One of the worst attacks took place on May 21 when a suicide bomber — who turned out to be a son of a colonel— blew himself up in the middle of military rehearsal killing nearly 100 of them. A month later, al-Qaida suicide bomber detonated his explosives among a crowd of Yemeni police cadets, killing at least 10.
‘‘These operations aim at paralyzing the military forces and breaking their morale,’’ said Mansour Hayel, a political analyst.
Officials said that detained al-Qaida members confessed that the slain officials were on a hit list that includes many of Hadi’s men, particularly those he depends on in his war against al-Qaida.
Hadi has reached out to tribal leaders in the south, trying to secure their help against al-Qaida, after many of its militants who fled this year’s offensive took refuge in tribal-controlled areas in the mountains in the southern and eastern parts of the country. During the offensive, the Yemeni military has often relied on local tribal militias for help.

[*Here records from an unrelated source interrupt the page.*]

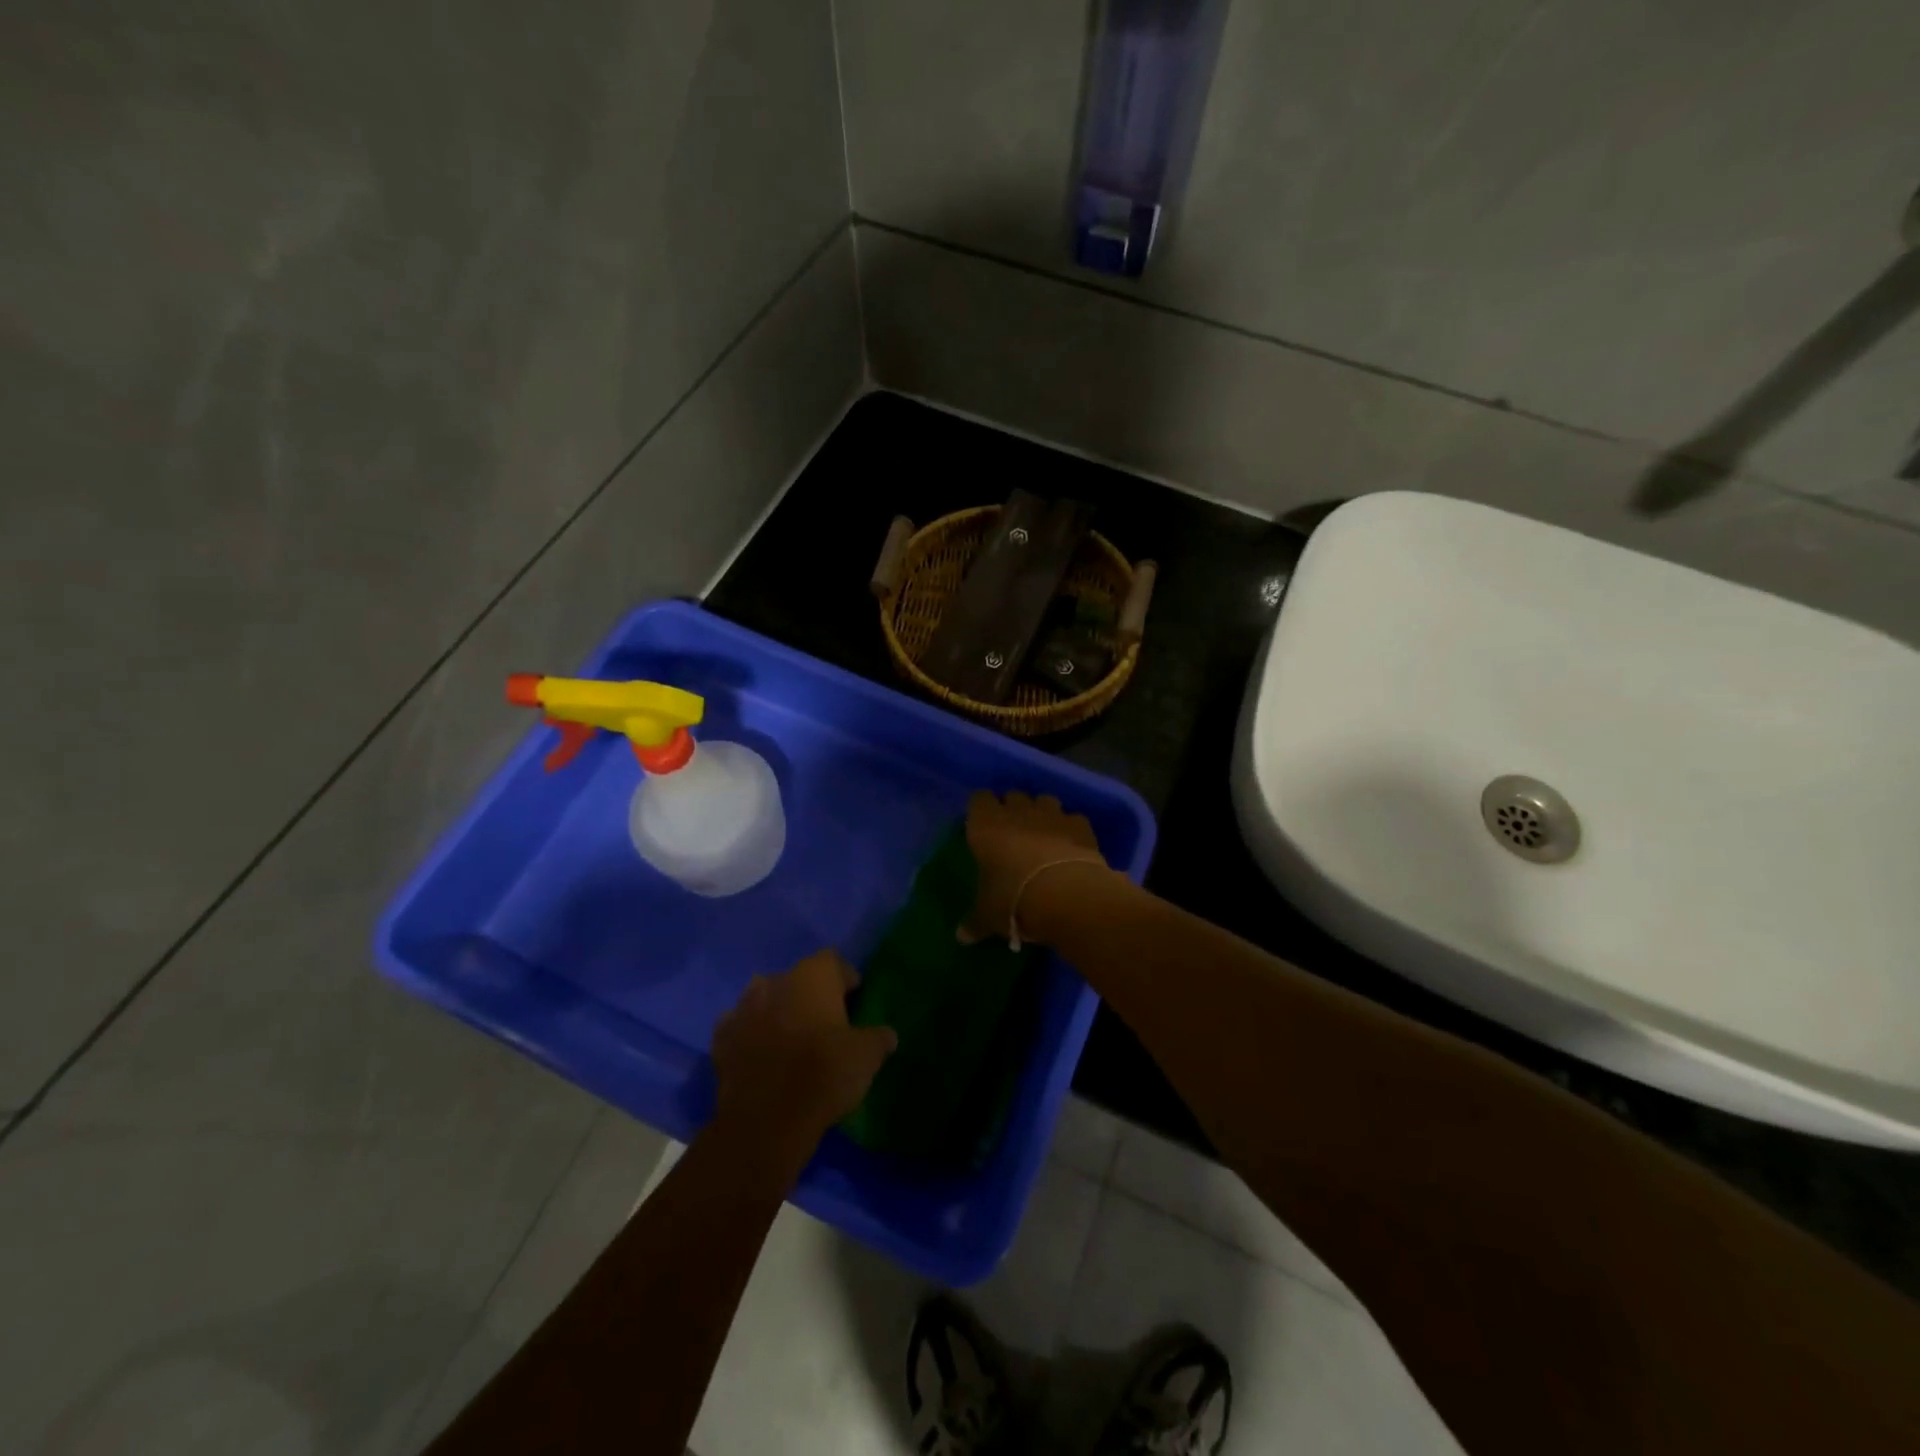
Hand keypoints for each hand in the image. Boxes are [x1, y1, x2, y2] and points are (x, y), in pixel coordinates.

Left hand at [710, 950, 896, 1176]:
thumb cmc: (824, 1074)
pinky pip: (740, 1028)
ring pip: (765, 999)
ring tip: (790, 1039)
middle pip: (798, 979)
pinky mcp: (721, 1039)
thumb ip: (878, 1038)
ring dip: (777, 1012)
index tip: (854, 1002)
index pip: (834, 962)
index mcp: (813, 975)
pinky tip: (761, 1057)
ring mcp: (742, 1007)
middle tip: (824, 1024)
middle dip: (809, 996)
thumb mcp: (867, 1056)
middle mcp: (775, 980)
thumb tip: (886, 1034)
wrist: (766, 1121)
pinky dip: (750, 1036)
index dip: (845, 980)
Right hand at [963, 790, 1109, 946]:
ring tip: (1043, 835)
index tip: (982, 825)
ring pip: (1044, 799)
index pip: (979, 799)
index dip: (981, 809)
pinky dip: (1070, 828)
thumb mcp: (988, 916)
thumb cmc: (1013, 900)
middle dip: (1013, 808)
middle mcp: (1017, 812)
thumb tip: (961, 937)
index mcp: (985, 825)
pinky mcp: (1080, 825)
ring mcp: (1051, 814)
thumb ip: (974, 921)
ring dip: (1042, 813)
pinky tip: (1070, 846)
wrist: (1066, 895)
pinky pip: (1072, 818)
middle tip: (1012, 832)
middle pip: (1012, 795)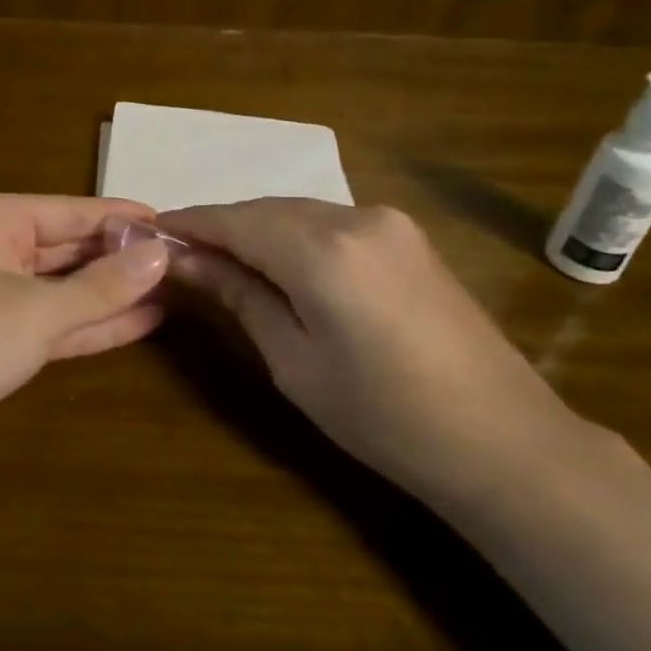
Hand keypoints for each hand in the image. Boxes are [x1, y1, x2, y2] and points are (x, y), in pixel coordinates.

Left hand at [0, 193, 173, 477]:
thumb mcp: (38, 310)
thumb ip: (103, 284)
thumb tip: (162, 254)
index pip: (70, 210)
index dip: (122, 218)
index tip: (172, 223)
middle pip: (68, 246)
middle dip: (120, 257)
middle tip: (182, 260)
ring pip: (64, 287)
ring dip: (112, 292)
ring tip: (174, 289)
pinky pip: (54, 321)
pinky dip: (92, 323)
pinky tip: (142, 321)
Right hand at [158, 199, 575, 498]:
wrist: (502, 440)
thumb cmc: (383, 417)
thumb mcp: (294, 362)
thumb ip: (239, 296)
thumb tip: (185, 261)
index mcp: (324, 250)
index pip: (236, 220)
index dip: (190, 223)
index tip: (149, 231)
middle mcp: (357, 217)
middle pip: (266, 210)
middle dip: (221, 228)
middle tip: (180, 256)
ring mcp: (390, 223)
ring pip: (299, 213)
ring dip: (258, 232)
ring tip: (222, 264)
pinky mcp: (408, 237)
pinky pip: (331, 223)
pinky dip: (294, 238)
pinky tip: (279, 266)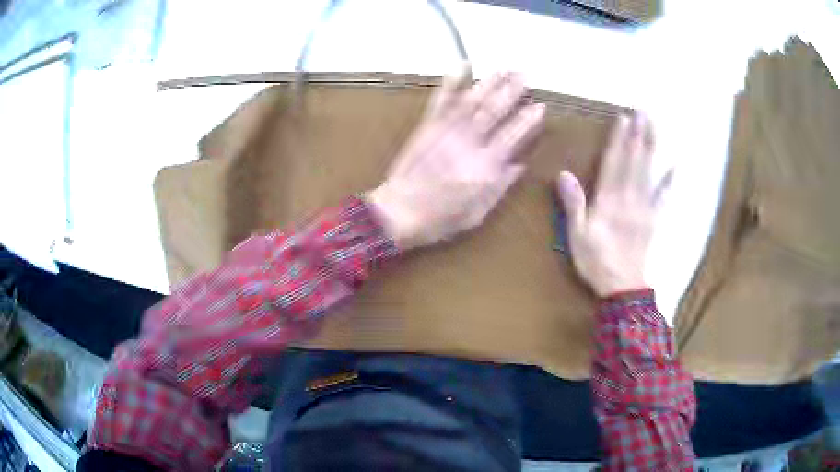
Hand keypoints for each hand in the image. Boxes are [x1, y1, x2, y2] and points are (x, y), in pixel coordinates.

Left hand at [367, 71, 544, 249]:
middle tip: (525, 75)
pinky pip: (441, 100)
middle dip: (512, 91)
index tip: (540, 106)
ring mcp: (446, 131)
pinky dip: (451, 81)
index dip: (528, 120)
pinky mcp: (427, 126)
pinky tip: (462, 65)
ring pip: (472, 100)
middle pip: (494, 111)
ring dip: (489, 82)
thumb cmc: (440, 219)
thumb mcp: (477, 213)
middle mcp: (469, 142)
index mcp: (485, 166)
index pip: (513, 135)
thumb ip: (500, 187)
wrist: (398, 212)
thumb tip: (520, 165)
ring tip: (504, 68)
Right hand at [557, 112, 670, 296]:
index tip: (623, 119)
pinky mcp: (653, 220)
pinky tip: (675, 167)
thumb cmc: (596, 262)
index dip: (618, 140)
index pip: (614, 163)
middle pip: (634, 162)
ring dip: (651, 148)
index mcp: (608, 201)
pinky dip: (669, 182)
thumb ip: (574, 204)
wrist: (622, 288)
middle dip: (638, 135)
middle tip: (643, 112)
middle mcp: (629, 199)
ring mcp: (644, 208)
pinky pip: (663, 198)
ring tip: (654, 127)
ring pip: (649, 173)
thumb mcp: (577, 235)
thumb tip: (564, 174)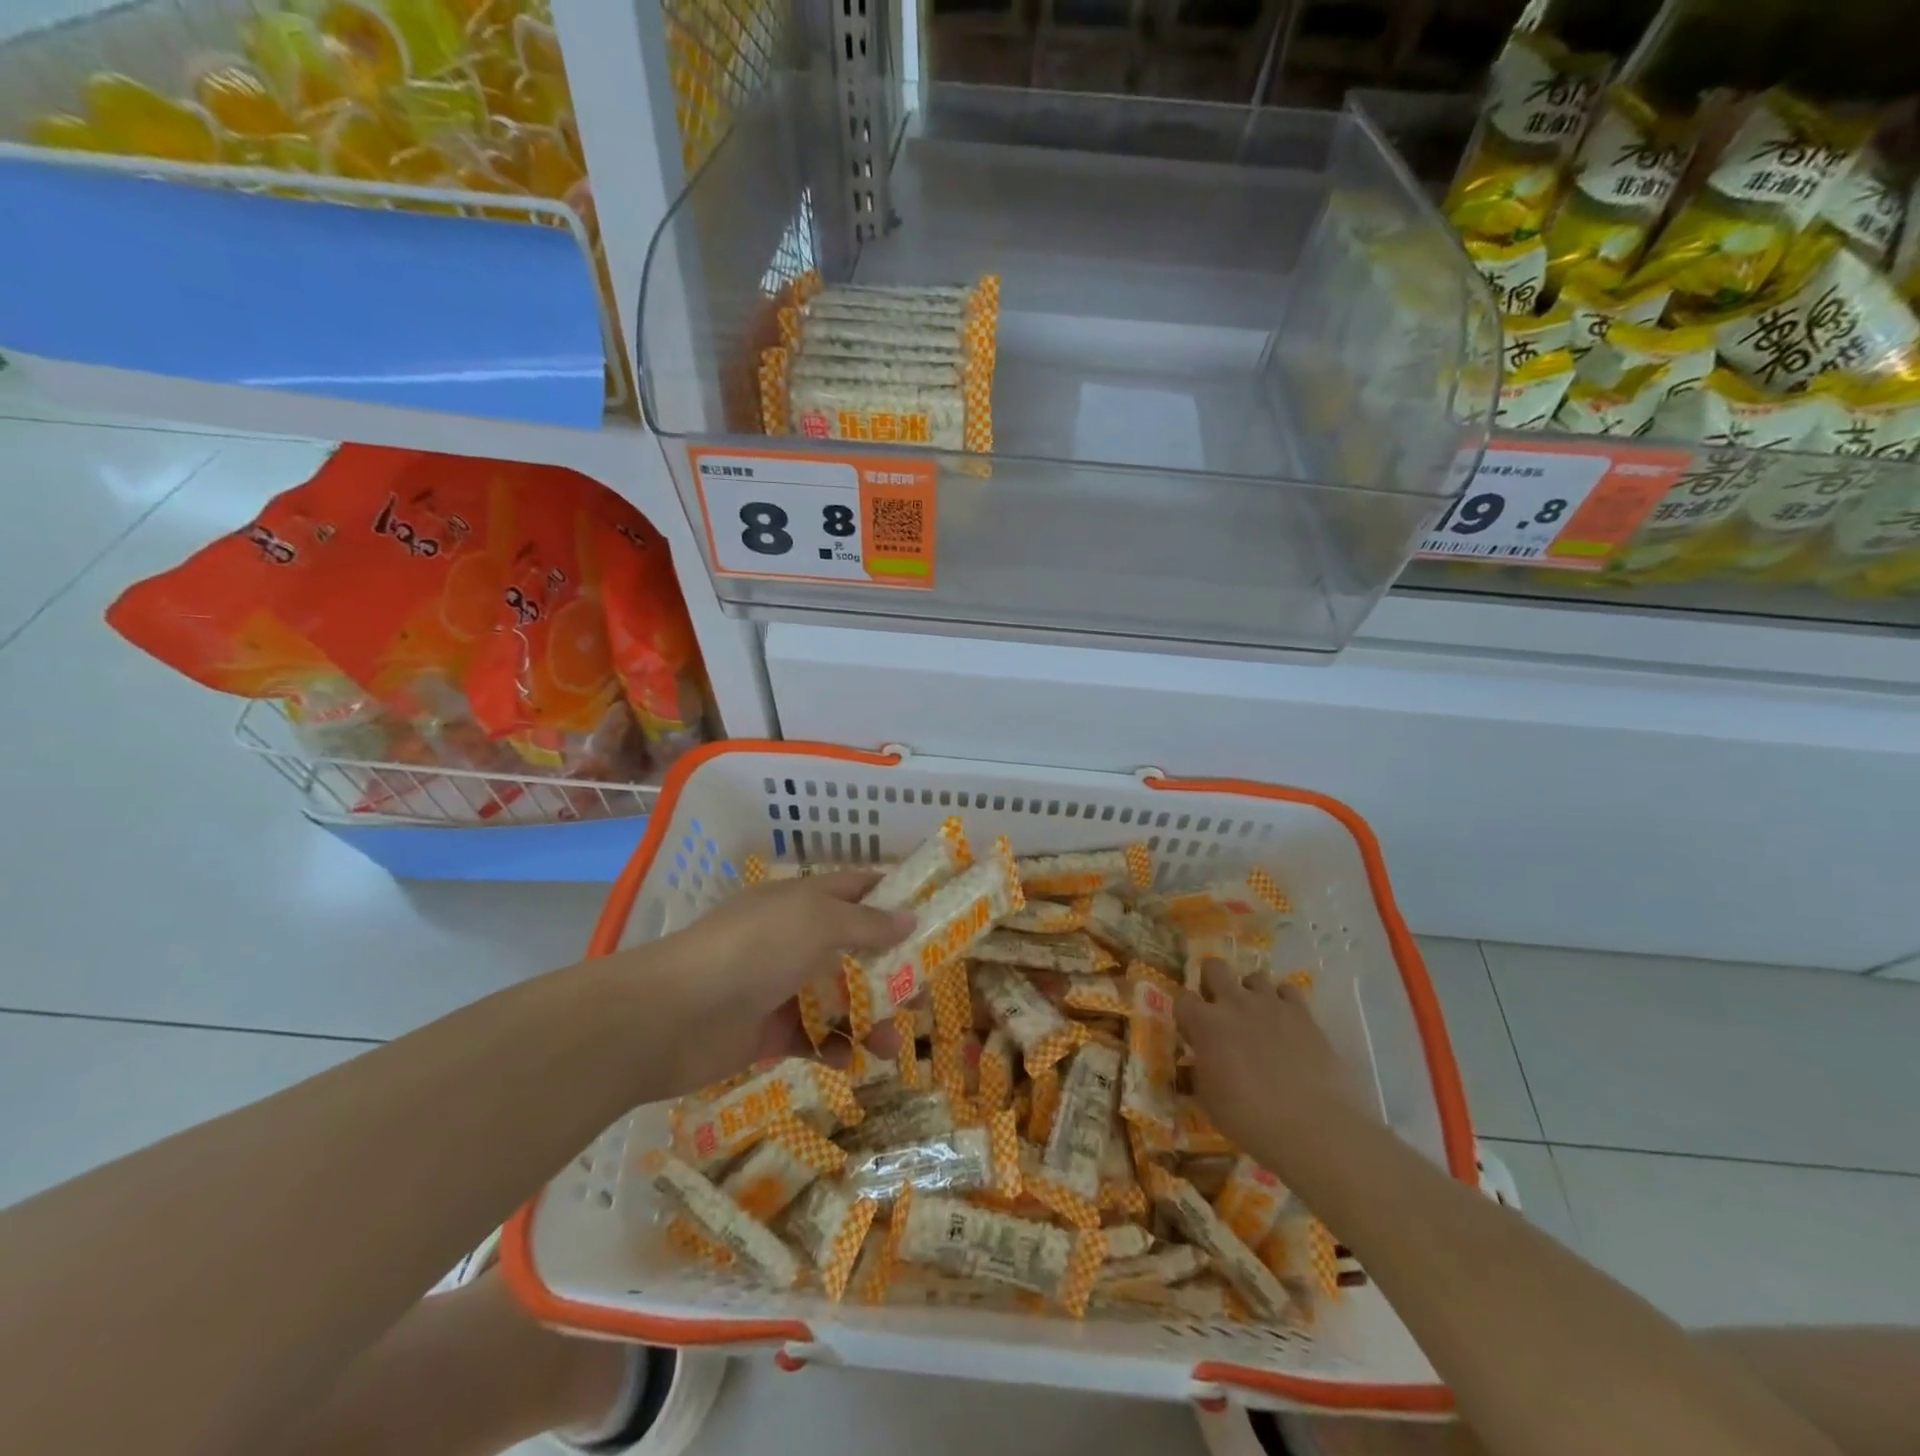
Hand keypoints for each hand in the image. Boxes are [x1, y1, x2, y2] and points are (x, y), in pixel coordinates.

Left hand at [630, 871, 914, 1094]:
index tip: (933, 915)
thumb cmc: (753, 951)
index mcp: (802, 901)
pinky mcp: (764, 1031)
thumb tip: (909, 918)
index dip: (893, 896)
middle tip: (924, 995)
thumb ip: (866, 923)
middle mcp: (792, 938)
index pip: (856, 888)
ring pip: (835, 999)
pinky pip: (810, 1038)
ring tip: (893, 1046)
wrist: (672, 1016)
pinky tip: (850, 1061)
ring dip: (867, 1018)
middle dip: (890, 970)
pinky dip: (832, 1048)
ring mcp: (777, 985)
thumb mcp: (817, 923)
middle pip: (853, 949)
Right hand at [1176, 959, 1355, 1179]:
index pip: (1182, 998)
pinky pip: (1288, 991)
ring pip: (1255, 976)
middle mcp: (1234, 1003)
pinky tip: (1286, 1022)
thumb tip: (1200, 1062)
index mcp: (1205, 1023)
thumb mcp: (1208, 1099)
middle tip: (1219, 1007)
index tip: (1192, 1029)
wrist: (1309, 1127)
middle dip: (1212, 981)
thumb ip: (1200, 1070)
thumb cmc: (1248, 1118)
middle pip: (1214, 967)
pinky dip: (1283, 1002)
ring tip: (1257, 1016)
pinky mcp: (1302, 1013)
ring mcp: (1270, 1004)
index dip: (1186, 1012)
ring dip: (1251, 992)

On Tuesday, while meeting with tribal leaders from Shabwa province — a one-time stronghold of al-Qaida — Hadi pressed for unity with the government, warning that the government ‘‘will not tolerate anyone who helps al-Qaida.’’
But al-Qaida is sending signals to the tribes as well. Authorities on Tuesday discovered three decapitated bodies dumped in an open-air market in the eastern province of Marib.
Local media reported that CDs found next to the bodies showed the men confessing to being government informants against al-Qaida and admitting they had put tracking devices on cars that became targets for U.S. drone strikes. One of the men said he worked for a tire repair shop and used to plant chips in militants’ vehicles while replacing their tires.